***** DATA UNDER STUDY

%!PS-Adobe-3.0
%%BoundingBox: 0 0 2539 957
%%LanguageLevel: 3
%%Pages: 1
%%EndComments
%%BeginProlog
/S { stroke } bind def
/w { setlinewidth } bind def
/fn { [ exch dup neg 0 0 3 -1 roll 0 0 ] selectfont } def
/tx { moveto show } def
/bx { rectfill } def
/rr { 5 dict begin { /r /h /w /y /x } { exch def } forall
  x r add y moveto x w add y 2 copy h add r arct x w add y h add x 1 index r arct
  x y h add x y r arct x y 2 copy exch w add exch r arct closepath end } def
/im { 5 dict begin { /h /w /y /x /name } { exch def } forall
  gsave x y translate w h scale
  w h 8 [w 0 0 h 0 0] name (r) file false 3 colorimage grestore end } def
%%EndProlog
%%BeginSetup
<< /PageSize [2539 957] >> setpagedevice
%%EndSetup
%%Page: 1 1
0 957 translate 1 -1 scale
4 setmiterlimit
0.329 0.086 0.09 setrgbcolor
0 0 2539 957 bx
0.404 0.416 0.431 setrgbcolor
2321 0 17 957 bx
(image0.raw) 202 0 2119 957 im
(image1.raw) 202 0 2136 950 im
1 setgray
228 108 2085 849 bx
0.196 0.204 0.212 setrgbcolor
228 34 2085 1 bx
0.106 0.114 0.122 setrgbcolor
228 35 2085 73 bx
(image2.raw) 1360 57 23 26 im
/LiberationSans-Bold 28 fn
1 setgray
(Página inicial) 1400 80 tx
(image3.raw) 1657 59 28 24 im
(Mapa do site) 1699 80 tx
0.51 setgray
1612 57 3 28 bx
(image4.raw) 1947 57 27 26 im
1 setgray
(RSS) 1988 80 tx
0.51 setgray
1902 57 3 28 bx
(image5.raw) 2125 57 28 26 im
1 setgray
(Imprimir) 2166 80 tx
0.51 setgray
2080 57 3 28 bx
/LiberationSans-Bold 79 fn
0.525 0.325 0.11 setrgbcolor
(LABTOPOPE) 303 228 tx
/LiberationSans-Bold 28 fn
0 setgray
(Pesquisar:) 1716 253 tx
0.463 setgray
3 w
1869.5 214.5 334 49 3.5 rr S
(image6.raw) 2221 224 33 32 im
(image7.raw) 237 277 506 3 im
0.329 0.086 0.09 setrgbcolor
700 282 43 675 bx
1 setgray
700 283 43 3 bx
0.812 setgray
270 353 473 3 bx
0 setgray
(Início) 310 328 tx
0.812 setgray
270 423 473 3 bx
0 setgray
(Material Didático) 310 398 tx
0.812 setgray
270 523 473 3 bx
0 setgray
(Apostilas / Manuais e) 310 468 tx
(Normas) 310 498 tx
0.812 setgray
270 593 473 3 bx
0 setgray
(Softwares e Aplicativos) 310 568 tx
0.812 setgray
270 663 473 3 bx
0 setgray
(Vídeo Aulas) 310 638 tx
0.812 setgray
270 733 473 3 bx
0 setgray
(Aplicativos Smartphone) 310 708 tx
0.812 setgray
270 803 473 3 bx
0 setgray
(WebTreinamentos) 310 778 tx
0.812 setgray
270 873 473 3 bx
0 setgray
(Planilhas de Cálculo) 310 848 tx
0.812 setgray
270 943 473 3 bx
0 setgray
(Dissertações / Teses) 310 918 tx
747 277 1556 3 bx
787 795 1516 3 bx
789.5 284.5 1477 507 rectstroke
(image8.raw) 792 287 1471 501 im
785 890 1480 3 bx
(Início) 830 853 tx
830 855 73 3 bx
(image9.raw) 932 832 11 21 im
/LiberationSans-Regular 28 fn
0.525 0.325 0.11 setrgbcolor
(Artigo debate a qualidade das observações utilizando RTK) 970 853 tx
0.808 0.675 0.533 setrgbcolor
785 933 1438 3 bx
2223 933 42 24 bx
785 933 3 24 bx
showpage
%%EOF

**********

Once you reach the line containing "0 957 translate 1 -1 scale", include it and stop; until then, reproduce each line of the listing from its start exactly.

%!PS-Adobe-3.0
%%BoundingBox: 0 0 2539 957
%%LanguageLevel: 3
%%Pages: 1
%%EndComments
%%BeginProlog
/S { stroke } bind def
/w { setlinewidth } bind def
/fn { [ exch dup neg 0 0 3 -1 roll 0 0 ] selectfont } def
/tx { moveto show } def
/bx { rectfill } def
/rr { 5 dict begin { /r /h /w /y /x } { exch def } forall
  x r add y moveto x w add y 2 copy h add r arct x w add y h add x 1 index r arct
  x y h add x y r arct x y 2 copy exch w add exch r arct closepath end } def
/im { 5 dict begin { /h /w /y /x /name } { exch def } forall
  gsave x y translate w h scale
  w h 8 [w 0 0 h 0 0] name (r) file false 3 colorimage grestore end } def
%%EndProlog
%%BeginSetup
<< /PageSize [2539 957] >> setpagedevice
%%EndSetup
%%Page: 1 1
0 957 translate 1 -1 scale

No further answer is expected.